2. FORMATION, NAME, PURPOSES, POWERS AND TERM.
2.1 Formation; Nature of Partnership Interests; Ownership of Partnership Property.
(a) The Partnership was formed on July 9, 2012 as a limited liability company organized under the laws of the State of Nevada under the name “Rankin Associates V, L.L.C.” and converted on November 4, 2016 to a limited partnership organized pursuant to the provisions of the Act and the laws of the State of Delaware under the name “RANKIN ASSOCIATES V, L.P.”
(b) Each Partner’s Partnership Interest shall be personal property for all purposes.
(c) All Partnership Property shall be deemed owned by the Partnership as an Entity, and no Partner or Former Partner, individually, shall have a direct ownership interest in any Partnership Property.
2.2 Name and Principal Place of Business. The Partnership shall do business under the name “RANKIN ASSOCIATES V, L.P.” The principal place of business of the Partnership shall be 5875 Landerbrook Drive, Suite 300, Mayfield Heights, Ohio 44124-4017, or such other place as the General Partners may from time to time determine. The General Partners shall execute any assumed or fictitious name certificate(s) required by law in connection with the formation or operation of the Partnership and shall file the same in the appropriate public records.
2.3 Purposes and Powers.
(a) The character of business and purpose of the Partnership is to invest, acquire, sell, hold, own, develop, improve, maintain, mortgage, manage, lease and operate the Partnership Property and to conduct all other business related or incident thereto. In particular, the Partnership is initially designed as a vehicle for consolidating the management of the Partnership Property, providing for the succession of such management, and enhancing total returns from the Partnership Property.
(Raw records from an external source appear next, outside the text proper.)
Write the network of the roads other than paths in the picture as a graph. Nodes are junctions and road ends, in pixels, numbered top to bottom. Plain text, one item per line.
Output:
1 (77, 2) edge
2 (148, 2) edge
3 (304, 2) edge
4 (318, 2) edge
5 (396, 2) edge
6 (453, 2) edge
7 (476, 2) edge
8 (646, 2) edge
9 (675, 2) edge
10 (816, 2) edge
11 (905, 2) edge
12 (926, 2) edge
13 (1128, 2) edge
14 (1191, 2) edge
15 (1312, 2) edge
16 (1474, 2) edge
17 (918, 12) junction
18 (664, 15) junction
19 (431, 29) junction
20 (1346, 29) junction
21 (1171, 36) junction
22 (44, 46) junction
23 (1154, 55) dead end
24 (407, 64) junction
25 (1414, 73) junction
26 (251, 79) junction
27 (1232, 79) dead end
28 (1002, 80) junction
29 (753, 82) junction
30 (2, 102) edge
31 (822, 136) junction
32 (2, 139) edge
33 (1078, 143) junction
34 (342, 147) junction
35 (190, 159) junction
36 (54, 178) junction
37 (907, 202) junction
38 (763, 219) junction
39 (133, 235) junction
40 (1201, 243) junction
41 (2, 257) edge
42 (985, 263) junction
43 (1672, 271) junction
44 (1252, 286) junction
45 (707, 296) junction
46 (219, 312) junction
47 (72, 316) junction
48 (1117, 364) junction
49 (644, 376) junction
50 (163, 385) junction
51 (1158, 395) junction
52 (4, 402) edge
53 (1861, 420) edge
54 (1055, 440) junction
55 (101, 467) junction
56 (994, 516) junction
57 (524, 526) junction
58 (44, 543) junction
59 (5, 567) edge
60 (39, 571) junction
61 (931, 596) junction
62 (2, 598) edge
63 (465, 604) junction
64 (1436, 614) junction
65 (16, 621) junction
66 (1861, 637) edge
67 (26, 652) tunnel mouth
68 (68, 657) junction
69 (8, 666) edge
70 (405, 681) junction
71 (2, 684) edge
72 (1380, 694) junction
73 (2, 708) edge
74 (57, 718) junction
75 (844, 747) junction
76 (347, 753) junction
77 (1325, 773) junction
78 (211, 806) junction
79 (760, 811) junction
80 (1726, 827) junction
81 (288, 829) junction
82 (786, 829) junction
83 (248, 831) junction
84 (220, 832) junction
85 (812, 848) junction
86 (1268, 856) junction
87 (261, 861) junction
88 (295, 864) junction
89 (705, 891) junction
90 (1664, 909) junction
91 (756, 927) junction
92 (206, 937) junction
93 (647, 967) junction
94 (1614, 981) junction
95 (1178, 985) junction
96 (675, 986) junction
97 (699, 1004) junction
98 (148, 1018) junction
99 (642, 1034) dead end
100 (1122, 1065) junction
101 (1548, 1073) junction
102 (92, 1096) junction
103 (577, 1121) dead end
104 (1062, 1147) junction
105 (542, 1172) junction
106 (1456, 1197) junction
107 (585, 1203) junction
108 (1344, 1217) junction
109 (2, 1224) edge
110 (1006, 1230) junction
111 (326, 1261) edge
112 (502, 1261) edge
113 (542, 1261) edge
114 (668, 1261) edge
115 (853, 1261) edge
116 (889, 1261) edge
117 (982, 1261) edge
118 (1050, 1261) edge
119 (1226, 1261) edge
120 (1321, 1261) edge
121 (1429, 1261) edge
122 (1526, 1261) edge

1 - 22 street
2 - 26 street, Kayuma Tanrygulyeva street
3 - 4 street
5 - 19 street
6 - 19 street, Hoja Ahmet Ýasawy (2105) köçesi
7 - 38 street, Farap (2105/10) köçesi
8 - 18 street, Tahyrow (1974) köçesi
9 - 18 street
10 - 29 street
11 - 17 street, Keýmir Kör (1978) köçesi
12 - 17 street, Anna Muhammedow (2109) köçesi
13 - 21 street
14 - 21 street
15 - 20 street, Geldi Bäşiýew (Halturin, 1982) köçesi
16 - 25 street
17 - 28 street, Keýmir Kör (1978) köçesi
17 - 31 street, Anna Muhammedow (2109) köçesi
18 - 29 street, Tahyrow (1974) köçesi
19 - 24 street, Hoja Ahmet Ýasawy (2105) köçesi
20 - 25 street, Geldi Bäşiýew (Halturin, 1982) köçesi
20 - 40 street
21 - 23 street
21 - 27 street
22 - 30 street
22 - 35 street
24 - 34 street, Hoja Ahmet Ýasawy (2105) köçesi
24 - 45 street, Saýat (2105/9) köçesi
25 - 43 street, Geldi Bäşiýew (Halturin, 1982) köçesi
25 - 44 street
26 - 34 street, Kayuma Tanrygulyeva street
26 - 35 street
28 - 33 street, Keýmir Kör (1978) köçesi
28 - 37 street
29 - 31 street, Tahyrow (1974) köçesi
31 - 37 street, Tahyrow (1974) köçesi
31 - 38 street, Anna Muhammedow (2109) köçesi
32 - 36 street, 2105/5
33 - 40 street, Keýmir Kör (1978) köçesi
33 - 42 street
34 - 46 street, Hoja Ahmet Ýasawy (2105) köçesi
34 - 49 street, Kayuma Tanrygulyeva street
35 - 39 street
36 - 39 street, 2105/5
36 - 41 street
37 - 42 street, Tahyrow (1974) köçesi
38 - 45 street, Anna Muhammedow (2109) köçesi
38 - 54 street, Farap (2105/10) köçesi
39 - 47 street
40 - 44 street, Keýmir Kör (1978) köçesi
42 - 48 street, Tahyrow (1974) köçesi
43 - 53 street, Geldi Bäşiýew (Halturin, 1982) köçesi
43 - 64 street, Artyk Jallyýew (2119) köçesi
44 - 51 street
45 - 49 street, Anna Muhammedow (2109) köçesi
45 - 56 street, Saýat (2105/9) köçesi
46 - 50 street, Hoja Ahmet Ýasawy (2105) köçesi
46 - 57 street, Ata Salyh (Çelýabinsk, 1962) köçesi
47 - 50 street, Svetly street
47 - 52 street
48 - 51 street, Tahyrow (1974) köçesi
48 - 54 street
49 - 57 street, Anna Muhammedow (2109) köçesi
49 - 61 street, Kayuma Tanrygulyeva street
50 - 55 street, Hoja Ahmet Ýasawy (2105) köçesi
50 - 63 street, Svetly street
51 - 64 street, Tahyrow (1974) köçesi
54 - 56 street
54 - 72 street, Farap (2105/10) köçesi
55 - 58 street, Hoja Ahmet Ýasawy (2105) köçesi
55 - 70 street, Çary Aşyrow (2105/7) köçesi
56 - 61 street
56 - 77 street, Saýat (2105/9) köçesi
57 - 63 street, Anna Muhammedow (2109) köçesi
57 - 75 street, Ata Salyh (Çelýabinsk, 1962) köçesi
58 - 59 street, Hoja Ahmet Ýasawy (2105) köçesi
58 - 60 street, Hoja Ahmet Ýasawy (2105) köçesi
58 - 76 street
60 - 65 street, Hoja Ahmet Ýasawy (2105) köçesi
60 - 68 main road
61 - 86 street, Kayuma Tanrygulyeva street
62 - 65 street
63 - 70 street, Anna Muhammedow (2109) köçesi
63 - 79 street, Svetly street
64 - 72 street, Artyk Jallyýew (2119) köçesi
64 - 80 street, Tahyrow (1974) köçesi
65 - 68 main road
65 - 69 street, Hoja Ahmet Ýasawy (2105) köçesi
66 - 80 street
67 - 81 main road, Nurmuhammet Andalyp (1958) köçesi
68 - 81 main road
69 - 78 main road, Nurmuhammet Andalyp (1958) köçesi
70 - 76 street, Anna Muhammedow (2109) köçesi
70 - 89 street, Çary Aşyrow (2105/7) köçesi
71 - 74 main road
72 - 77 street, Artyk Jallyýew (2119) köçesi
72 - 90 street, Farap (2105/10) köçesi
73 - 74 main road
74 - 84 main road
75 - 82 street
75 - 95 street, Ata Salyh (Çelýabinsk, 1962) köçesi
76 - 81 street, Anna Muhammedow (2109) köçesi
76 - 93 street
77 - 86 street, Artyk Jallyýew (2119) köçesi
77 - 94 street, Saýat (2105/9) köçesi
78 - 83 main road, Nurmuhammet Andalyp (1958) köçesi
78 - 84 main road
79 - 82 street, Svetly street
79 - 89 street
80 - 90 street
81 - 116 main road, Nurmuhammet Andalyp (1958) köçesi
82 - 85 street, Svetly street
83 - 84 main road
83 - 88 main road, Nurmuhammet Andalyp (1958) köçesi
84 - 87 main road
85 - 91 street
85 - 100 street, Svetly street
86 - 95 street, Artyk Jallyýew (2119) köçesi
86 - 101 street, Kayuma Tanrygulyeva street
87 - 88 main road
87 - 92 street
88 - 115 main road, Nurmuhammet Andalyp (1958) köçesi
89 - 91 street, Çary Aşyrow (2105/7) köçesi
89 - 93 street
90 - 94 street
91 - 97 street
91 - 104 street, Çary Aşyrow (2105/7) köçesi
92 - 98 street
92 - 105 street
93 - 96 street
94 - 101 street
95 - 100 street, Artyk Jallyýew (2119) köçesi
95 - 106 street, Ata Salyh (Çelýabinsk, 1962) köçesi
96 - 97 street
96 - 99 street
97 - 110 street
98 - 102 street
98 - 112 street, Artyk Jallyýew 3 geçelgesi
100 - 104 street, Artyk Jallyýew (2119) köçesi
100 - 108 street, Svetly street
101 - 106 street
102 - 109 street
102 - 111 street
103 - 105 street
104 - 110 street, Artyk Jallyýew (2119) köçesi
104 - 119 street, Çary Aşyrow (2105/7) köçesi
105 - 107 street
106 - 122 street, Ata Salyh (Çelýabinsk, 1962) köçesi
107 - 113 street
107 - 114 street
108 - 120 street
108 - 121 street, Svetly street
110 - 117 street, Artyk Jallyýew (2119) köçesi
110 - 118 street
(b) In furtherance of the above-stated purposes and subject to any restrictions contained in this Agreement (including, but not limited to, the restrictions contained in Section 5.1), the Partnership, by the action of the General Partners, shall have the power to:
(i) enter into a contract for the purchase or sale of any of the Partnership Property.
(ii) execute all documents or instruments of any kind appropriate for carrying out the purposes of the Partnership, including, without limitation, investment management, management, purchase, debt and security agreements.
(iii) open and maintain one or more depository accounts, including money market accounts and margin accounts, in the name of the Partnership.
(iv) employ such personnel and obtain such management services and/or such investment management, legal, accounting and other professional services and advice as the General Partners deem advisable in the course of the Partnership’s operations under this Agreement, including the services of any party who, directly or beneficially, is a Partner or a spouse or descendant of a Partner, and pay reasonable fees for such services.